**Exercise:** Look through the lines below for the word "leaves", and copy every line that has it.

**Information provided:**
* * * * *

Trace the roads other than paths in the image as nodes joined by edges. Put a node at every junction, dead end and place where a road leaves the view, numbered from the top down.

* * * * *

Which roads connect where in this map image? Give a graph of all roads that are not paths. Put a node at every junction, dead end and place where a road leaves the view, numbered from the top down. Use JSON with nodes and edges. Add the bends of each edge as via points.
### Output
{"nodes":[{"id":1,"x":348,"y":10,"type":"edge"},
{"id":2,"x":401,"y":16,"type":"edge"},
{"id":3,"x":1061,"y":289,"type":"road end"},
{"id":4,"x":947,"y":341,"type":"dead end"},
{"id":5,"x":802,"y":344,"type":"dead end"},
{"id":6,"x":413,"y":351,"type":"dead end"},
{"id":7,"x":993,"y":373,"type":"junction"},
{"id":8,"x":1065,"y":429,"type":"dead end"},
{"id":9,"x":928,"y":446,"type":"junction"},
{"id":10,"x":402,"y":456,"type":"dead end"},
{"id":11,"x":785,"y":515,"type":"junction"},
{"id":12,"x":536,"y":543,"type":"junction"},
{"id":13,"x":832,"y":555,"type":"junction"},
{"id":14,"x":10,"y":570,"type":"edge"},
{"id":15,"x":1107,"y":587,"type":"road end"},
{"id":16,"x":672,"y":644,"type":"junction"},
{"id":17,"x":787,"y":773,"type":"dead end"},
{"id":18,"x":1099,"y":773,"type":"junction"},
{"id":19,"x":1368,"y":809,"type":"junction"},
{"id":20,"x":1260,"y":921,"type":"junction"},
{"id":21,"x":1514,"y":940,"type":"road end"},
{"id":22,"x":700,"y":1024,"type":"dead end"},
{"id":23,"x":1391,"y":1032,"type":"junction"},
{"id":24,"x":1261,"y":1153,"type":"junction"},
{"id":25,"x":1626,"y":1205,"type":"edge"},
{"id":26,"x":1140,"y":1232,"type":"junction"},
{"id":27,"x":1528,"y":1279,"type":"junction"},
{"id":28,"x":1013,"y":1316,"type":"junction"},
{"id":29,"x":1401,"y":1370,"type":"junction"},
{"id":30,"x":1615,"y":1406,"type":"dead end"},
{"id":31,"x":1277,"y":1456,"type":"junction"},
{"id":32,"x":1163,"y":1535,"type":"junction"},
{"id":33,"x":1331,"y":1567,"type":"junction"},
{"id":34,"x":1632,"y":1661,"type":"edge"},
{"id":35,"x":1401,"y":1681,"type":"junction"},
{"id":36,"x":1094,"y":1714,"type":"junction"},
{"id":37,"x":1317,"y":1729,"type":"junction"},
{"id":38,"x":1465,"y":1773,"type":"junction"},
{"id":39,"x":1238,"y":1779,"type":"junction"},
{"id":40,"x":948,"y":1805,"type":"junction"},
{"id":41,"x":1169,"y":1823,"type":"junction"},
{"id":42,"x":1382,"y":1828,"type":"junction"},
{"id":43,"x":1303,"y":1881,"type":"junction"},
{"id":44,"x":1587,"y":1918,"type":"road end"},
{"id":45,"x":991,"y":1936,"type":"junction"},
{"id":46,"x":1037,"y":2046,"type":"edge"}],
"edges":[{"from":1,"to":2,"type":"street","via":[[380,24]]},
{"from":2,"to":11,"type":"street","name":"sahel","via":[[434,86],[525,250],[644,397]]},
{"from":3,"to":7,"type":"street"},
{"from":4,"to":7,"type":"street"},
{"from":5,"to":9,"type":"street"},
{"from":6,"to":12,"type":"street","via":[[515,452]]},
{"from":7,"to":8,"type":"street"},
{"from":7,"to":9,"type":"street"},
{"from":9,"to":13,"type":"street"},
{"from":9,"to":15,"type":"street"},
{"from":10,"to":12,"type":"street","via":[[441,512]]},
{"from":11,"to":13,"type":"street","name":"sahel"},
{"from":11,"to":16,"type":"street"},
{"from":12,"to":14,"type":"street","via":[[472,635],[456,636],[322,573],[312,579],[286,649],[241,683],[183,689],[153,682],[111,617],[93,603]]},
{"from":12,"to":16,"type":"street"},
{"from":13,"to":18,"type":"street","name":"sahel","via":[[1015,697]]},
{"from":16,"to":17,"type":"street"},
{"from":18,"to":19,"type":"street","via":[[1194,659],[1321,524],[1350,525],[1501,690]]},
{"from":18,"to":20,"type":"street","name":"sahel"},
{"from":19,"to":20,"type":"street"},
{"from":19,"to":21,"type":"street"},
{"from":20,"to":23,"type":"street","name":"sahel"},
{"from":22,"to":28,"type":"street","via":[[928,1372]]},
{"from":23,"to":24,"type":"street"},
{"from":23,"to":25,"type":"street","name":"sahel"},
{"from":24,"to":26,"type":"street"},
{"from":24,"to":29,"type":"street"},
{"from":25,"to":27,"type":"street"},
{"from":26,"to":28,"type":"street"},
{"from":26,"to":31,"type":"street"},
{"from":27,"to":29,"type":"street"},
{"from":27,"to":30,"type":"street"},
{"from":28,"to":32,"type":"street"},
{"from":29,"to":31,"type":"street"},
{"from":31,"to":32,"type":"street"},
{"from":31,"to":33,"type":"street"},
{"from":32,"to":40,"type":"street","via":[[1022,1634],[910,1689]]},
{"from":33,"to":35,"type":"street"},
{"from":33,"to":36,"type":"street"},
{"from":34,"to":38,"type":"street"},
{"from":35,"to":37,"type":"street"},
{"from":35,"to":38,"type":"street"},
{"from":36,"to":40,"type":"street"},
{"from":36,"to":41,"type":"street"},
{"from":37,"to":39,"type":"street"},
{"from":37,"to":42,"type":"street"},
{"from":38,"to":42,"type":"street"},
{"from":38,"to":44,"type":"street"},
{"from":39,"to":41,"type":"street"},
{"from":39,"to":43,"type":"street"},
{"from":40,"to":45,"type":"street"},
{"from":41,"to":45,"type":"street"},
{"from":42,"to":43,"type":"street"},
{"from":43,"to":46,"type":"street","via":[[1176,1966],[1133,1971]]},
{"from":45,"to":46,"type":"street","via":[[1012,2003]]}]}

* * * * *

**Answer to this task:**
Trace the roads other than paths in the image as nodes joined by edges. Put a node at every junction, dead end and place where a road leaves the view, numbered from the top down.
Which roads connect where in this map image? Give a graph of all roads that are not paths. Put a node at every junction, dead end and place where a road leaves the view, numbered from the top down. Use JSON with nodes and edges. Add the bends of each edge as via points.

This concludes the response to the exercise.